1日で犬122頭、豚410頭
中国、河南省洛陽市で15日、犬122頭、豚410頭が1日のうちに死亡した。中国網易などネットニュースが報じた。河南省では新型鳥インフルエンザ(H7N9型)の感染者が確認されている。

大気や水に汚染物質見つからず
新型インフルエンザによる感染者が急増している中国で、犬や豚が1日のうちに大量死する、という怪事件が発生した。大量死が確認されたのは、中国河南省洛陽市の東屯村。

現地の当局は、村内にある化学工場から汚染物質が漏れた疑いがある、として工場への送電を停止。飲料水や大気、家畜用水などを検査したが、汚染物質は見つかっていないという。村民には、健康被害などの異常は確認されていない。

疑われる新型インフルエンザ
中国では先月来、上海市内を流れる黄浦江で、豚の死体が大量に発見されている。鳥インフルエンザはまず豚に感染してから、人への感染力を持つようになる、といわれており、今回の大量死とも何らかの関連性があるのでは、と疑われる。

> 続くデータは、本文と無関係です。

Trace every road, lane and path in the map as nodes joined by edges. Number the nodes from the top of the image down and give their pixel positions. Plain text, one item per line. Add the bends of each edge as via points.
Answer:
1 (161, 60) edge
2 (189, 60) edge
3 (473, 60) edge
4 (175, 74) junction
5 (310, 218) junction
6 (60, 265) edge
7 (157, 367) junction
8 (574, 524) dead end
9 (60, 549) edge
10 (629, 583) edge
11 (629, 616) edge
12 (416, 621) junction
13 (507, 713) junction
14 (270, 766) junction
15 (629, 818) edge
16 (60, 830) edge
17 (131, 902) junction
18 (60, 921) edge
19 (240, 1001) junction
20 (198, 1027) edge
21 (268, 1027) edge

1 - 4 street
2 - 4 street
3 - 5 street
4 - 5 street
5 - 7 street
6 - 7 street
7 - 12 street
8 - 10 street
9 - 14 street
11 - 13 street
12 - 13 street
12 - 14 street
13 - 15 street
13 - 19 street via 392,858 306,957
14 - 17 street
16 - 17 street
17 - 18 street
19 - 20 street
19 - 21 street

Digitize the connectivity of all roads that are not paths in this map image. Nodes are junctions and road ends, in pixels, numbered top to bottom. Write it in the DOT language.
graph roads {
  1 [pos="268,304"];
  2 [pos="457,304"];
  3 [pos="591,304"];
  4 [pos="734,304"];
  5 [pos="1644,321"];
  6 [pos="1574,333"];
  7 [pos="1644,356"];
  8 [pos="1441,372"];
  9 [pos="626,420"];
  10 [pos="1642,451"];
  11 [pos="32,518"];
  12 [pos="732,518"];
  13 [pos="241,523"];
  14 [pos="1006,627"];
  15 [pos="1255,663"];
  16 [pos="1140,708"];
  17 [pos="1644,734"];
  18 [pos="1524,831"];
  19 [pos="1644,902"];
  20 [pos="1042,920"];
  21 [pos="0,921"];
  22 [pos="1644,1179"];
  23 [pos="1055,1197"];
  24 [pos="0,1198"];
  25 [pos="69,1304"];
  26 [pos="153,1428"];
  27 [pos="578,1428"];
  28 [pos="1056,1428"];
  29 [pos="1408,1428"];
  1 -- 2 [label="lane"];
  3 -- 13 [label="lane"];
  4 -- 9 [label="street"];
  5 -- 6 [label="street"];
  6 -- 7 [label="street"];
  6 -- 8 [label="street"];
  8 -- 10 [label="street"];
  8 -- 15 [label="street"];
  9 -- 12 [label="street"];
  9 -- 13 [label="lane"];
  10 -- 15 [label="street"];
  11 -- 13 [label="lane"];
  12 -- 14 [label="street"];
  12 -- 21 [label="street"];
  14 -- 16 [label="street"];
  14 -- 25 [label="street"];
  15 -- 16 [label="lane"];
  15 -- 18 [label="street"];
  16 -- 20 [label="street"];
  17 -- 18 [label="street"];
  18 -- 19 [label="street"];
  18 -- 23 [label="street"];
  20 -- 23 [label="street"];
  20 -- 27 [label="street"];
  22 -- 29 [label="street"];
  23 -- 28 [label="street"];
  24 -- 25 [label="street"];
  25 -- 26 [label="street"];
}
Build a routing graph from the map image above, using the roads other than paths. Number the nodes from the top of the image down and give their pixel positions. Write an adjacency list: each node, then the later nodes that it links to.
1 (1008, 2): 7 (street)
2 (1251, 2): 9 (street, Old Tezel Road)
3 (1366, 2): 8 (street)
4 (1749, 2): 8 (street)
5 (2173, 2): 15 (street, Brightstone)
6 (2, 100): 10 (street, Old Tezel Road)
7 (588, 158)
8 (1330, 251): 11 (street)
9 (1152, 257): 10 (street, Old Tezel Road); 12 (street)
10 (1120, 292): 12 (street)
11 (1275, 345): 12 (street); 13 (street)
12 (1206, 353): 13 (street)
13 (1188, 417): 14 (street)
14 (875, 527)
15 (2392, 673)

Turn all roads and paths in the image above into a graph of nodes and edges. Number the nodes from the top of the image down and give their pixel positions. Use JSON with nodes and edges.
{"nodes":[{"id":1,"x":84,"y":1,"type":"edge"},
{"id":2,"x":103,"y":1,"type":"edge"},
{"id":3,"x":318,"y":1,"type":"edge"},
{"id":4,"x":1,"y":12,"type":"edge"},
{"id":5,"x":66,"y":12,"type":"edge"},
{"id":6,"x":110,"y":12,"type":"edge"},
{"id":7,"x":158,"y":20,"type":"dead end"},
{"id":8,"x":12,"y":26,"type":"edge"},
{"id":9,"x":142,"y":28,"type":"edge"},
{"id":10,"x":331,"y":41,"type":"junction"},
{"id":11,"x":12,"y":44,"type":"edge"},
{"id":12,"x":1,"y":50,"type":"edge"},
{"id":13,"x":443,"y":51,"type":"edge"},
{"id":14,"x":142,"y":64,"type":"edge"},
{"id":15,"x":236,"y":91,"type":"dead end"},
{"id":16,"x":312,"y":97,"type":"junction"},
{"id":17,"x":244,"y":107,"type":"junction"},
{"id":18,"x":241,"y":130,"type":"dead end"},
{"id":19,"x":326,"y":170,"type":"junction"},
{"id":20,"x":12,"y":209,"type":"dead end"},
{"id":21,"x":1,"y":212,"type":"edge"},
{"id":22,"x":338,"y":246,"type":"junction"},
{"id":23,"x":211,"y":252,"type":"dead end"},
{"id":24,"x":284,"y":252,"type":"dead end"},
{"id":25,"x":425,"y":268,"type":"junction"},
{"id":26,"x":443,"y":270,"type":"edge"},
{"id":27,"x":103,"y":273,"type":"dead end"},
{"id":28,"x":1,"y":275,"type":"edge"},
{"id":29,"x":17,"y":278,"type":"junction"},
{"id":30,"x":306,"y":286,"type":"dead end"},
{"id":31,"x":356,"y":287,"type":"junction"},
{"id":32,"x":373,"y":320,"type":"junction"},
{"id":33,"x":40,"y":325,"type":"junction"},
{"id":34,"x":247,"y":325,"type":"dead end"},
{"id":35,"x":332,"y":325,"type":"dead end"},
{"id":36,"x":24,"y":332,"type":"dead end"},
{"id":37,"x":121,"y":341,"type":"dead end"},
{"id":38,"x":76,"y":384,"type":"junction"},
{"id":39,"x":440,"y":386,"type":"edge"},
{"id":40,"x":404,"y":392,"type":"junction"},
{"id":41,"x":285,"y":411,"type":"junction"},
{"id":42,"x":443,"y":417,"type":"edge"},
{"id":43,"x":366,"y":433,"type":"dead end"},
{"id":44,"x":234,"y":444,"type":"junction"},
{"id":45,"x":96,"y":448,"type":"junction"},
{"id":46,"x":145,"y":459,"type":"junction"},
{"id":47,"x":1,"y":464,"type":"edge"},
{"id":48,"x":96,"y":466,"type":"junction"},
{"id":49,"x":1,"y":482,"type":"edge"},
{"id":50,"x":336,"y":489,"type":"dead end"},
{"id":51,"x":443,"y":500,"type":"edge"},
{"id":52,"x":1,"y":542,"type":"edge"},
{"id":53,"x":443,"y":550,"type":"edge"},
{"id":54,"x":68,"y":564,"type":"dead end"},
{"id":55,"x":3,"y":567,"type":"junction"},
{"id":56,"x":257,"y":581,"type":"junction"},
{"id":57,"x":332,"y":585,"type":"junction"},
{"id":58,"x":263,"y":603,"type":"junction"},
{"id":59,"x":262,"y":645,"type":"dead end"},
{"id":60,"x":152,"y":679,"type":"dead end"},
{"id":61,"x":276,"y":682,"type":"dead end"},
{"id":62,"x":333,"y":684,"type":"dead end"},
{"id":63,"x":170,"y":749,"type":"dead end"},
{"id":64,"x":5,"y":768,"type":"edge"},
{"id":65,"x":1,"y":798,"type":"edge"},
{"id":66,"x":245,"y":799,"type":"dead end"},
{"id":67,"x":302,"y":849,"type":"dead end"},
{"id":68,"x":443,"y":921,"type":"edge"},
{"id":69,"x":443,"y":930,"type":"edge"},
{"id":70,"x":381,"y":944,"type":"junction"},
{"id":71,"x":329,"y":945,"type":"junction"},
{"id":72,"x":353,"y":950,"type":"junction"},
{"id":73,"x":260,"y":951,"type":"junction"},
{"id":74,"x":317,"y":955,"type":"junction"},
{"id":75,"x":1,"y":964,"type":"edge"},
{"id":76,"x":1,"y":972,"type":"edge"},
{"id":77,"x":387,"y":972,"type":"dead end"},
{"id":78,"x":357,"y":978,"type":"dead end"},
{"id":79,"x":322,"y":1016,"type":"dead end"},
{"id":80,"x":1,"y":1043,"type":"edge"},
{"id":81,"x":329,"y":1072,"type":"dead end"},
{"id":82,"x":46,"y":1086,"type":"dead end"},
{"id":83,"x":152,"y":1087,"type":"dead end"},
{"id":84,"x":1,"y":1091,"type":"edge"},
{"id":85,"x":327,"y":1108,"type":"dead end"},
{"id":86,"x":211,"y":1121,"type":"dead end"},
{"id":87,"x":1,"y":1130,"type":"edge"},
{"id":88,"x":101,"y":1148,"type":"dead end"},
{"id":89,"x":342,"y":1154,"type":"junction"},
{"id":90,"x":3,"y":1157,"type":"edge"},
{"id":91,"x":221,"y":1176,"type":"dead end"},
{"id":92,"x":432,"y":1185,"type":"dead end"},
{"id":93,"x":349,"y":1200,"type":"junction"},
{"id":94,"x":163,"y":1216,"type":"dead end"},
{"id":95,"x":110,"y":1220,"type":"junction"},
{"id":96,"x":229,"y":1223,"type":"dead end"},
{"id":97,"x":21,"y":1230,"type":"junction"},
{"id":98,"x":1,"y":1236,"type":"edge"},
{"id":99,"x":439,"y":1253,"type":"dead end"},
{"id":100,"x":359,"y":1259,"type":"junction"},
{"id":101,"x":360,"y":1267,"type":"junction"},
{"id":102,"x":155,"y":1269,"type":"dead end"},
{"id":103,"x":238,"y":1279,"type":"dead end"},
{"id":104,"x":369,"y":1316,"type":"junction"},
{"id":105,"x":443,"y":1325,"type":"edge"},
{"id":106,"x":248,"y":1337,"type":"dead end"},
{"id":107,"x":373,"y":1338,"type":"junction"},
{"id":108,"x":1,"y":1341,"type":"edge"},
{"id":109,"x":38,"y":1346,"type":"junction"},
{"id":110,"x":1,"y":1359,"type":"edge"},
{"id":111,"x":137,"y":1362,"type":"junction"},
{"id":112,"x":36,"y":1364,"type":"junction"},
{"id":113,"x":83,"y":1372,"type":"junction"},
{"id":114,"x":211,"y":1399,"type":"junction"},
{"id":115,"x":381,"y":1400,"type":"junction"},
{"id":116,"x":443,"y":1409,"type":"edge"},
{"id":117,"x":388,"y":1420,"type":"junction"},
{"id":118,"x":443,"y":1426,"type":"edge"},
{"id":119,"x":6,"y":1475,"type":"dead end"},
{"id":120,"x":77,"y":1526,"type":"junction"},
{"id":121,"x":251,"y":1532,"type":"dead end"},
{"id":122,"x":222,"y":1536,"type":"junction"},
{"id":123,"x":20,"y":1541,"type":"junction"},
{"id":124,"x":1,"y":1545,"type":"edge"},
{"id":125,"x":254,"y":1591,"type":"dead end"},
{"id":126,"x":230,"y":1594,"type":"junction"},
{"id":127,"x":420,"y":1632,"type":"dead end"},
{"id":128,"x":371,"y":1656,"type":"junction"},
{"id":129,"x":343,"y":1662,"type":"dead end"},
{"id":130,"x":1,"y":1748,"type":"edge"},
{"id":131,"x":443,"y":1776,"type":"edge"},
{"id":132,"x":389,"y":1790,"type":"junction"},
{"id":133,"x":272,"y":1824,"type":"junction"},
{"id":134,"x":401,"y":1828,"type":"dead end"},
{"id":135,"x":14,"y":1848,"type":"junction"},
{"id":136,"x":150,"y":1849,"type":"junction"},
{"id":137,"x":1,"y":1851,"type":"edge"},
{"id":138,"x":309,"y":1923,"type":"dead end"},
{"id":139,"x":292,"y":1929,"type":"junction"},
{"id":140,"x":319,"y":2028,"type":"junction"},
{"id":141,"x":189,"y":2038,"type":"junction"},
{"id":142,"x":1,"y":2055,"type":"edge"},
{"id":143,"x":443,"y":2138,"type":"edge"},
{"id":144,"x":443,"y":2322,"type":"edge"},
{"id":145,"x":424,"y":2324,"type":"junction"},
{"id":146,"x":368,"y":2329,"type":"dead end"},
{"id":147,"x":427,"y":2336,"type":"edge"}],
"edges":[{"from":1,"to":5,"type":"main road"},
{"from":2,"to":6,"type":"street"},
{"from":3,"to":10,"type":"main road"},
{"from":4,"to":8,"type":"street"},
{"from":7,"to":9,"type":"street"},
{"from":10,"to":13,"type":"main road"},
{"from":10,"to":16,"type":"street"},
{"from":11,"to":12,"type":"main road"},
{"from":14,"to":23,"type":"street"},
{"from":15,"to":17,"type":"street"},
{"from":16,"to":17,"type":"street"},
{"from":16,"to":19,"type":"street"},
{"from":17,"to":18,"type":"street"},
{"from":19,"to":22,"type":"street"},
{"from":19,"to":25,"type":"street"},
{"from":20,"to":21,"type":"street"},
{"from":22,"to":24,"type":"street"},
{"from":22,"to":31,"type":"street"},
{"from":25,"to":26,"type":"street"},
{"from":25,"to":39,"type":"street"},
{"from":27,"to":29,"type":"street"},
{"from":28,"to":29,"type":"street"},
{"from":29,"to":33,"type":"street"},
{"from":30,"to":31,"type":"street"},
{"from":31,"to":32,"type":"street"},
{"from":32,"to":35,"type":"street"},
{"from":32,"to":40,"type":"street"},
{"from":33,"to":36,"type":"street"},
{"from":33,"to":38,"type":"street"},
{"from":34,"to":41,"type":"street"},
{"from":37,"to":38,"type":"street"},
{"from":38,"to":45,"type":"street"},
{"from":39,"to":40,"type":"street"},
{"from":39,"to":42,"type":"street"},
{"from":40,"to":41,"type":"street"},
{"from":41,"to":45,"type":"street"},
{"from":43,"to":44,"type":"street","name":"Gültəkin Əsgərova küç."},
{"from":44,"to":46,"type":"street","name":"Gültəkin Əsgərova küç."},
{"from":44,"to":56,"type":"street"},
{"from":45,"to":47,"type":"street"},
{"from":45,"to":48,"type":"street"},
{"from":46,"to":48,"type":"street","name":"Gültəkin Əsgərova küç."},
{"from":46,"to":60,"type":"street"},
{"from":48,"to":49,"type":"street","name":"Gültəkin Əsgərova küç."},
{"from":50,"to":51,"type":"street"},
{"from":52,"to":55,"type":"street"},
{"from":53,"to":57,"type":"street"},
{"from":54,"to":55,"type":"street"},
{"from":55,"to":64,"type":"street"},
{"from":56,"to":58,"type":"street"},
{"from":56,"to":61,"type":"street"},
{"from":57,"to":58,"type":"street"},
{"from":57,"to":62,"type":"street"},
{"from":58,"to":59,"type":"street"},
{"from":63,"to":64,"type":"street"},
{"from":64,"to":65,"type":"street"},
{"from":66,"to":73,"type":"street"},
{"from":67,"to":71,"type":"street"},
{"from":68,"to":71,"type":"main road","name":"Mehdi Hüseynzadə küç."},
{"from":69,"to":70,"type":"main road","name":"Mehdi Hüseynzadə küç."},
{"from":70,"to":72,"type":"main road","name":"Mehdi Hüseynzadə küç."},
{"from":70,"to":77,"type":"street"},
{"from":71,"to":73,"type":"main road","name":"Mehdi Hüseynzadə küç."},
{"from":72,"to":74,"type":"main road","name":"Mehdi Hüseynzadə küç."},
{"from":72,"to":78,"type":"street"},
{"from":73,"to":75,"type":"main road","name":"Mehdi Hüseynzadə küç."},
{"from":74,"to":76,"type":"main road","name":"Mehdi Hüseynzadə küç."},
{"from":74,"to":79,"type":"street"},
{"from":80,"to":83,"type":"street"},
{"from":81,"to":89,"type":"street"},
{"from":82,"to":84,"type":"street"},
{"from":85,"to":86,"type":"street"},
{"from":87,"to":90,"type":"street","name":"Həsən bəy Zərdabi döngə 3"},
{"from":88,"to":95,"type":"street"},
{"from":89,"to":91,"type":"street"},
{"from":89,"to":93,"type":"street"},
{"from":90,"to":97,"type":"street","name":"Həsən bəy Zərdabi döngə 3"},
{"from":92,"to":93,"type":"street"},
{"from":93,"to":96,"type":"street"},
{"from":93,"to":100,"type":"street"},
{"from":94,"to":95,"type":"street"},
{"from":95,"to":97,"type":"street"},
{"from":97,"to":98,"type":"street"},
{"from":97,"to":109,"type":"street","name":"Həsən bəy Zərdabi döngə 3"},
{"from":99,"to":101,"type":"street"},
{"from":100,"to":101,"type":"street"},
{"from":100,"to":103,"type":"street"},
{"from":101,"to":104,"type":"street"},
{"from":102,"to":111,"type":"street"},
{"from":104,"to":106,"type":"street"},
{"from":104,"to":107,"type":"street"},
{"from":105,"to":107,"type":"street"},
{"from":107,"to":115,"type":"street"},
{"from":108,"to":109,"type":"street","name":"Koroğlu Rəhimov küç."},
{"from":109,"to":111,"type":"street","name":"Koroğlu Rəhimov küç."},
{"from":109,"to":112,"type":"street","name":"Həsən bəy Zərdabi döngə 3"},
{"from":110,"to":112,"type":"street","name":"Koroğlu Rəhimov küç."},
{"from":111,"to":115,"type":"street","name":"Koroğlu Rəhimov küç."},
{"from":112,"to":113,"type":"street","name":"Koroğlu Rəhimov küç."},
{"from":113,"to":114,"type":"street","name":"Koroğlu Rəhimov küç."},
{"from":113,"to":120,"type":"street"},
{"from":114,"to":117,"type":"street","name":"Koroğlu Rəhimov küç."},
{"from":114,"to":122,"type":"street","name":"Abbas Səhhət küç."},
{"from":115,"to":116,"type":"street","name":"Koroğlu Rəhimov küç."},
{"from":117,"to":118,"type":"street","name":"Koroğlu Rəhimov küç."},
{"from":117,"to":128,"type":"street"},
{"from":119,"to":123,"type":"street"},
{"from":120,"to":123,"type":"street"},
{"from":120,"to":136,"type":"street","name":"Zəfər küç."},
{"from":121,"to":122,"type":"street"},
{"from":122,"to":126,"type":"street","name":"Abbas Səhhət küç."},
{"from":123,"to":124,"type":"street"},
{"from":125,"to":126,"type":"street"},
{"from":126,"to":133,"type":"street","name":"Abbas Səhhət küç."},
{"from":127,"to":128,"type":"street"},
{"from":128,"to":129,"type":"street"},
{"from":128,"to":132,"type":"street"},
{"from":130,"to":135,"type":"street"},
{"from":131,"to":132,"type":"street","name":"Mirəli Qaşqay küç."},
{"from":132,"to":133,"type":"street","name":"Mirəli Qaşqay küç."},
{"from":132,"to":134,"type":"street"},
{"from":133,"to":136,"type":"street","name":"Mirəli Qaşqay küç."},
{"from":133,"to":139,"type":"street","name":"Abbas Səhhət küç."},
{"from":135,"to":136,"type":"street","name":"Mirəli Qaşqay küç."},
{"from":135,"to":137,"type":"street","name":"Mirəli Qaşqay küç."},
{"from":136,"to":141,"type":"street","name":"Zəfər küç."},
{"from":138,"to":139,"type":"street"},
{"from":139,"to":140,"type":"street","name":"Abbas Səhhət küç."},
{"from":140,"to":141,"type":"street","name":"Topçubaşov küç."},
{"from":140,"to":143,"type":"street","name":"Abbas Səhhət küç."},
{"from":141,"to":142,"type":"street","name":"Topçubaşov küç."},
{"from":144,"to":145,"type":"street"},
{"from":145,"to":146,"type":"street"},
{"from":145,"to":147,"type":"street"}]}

病死した豚を飼料などの原材料とするケースが報じられるなど、中国では容易に異なる動物の間で、病原体が行き来する。

中国当局は現在までのところ、犬や豚の大量死について、H7N9ウイルスとの関係を否定している。今回のケースでは、豚だけでなく犬も大量死した。通常、犬は人が感染するインフルエンザウイルスには感染しないため、H7N9ウイルスによるものではない、とも考えられる。

米国では犬への感染を確認
ただ、同じく新型インフルエンザとして2009年に世界中で流行したH1N1型はその後、米国で犬への感染が確認された。同年12月にアメリカ獣医学協会が発表しており、その後、猫やフェレットなど、さまざまな動物への感染も見つかっている。

H7N9ウイルスも同様の感染力を持つのか、注意深く見守る必要がある。